A notícia não tão boa é que, ao empreender esse exercício especulativo de planejamento de cenários apocalípticos, a esquerda tem dificuldade em se diferenciar da direita. De fato, os dois polos ideológicos praticamente convergiram para uma descrição compartilhada da nova realidade. Para muitos, em ambos os campos, o fim do capitalismo realmente existente não significa mais o advento de um dia melhor, seja o socialismo democrático, o anarco-sindicalismo ou o liberalismo clássico “puro”. Em vez disso, o consenso emergente é que o novo regime é nada menos que uma espécie nova de feudalismo – um “ismo” com muitos poucos amigos respeitáveis.
É verdade que o neofeudalismo de hoje chega com slogans cativantes, com aplicativos móveis elegantes e até com a promessa de felicidade virtual eterna no domínio sem fronteiras do metaverso de Zuckerberg. Seus vassalos trocaram seus trajes medievais pelas elegantes camisetas de Brunello Cucinelli e tênis de Golden Goose. Muitos adeptos da tese do neofeudalismo afirmam que sua ascensão é concomitante à do Vale do Silício. Assim, termos como “tecno-feudalismo”, “feudalismo digital” e “feudalismo da informação” são frequentemente usados. O “feudalismo inteligente” ainda não ganhou muita força na mídia, mas isto pode não estar longe.
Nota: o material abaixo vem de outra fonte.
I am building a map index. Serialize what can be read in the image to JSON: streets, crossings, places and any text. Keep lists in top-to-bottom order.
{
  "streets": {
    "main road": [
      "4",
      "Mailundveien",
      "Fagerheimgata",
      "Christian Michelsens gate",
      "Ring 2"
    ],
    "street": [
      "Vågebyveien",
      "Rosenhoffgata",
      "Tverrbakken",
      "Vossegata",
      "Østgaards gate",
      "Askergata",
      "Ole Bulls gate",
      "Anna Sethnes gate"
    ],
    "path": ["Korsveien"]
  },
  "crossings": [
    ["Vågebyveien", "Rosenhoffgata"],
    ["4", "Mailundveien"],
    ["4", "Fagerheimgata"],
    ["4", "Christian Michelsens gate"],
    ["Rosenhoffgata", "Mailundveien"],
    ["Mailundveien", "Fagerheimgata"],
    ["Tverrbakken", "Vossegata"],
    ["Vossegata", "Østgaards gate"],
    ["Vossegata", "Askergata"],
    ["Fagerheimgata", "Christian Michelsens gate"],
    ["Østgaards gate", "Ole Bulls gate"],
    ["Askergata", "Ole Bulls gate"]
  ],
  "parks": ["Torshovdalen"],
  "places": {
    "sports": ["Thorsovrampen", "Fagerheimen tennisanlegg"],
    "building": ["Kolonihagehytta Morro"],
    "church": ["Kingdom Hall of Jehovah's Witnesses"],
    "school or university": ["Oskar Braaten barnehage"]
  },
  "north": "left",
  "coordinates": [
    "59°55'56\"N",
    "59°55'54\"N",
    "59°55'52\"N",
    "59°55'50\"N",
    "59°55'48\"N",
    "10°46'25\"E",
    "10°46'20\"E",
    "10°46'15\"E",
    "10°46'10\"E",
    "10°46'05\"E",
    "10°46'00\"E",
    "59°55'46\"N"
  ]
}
À direita, o proponente mais vocal da tese do “retorno ao feudalismo” foi o teórico conservador Joel Kotkin, que visou o poder dos tecno-oligarcas “ligados” em The Coming of Neo-Feudalism (2020). Enquanto Kotkin optou por “neo”, Glen Weyl e Eric Posner, pensadores mais jovens de cunho mais neoliberal, optaram pelo prefixo “techno” em seu tão discutido Radical Markets (2018). O “tecno-feudalismo”, escrevem eles, “atrapalha o desenvolvimento pessoal, assim como o antigo feudalismo atrasava a aquisição de educação ou o investimento na melhoria da terra”.
Para os liberais clássicos, é claro, o capitalismo, corroído pela política, está sempre à beira de recair no feudalismo. No entanto, alguns da direita radical veem o neofeudalismo como um projeto a ser adotado politicamente. Sob rótulos como “neo-reação” ou “iluminação das trevas”, muitos estão próximos do investidor bilionário Peter Thiel. Entre eles está o tecnólogo e intelectual neo-reacionário Curtis Yarvin, que levantou a hipótese de um mecanismo de busca neofeudal, que ele carinhosamente chamou de Feud-1, já em 2010.
À esquerda, a lista de pessoas que flertaram com conceitos “feudalistas” é longa e crescente: Yanis Varoufakis, Mariana Mazzucato, Jodi Dean, Robert Kuttner, Wolfgang Streeck, Michael Hudson e, ironicamente, até Robert Brenner (o nome principal do Debate Brenner sobre a transição do feudalismo para o capitalismo). Para crédito deles, nenhum deles chega a afirmar que o capitalismo está completamente extinto ou que estamos de volta à Idade Média.
Os mais cuidadosos deles, como Brenner, sugerem que as características do atual sistema capitalista – estagnação prolongada, redistribuição de riqueza politicamente impulsionada, consumo ostensivo pelas elites combinado com crescente empobrecimento das massas – lembram aspectos de seu predecessor feudal, mesmo que seja o capitalismo aquele que governa o dia-a-dia. No entanto, apesar de todos esses avisos, muitos da esquerda descobriram que chamar o Vale do Silício ou Wall Street de “feudal” é simplesmente irresistível, assim como muitos especialistas não conseguem resistir em chamar Trump ou Orbán de “fascistas”.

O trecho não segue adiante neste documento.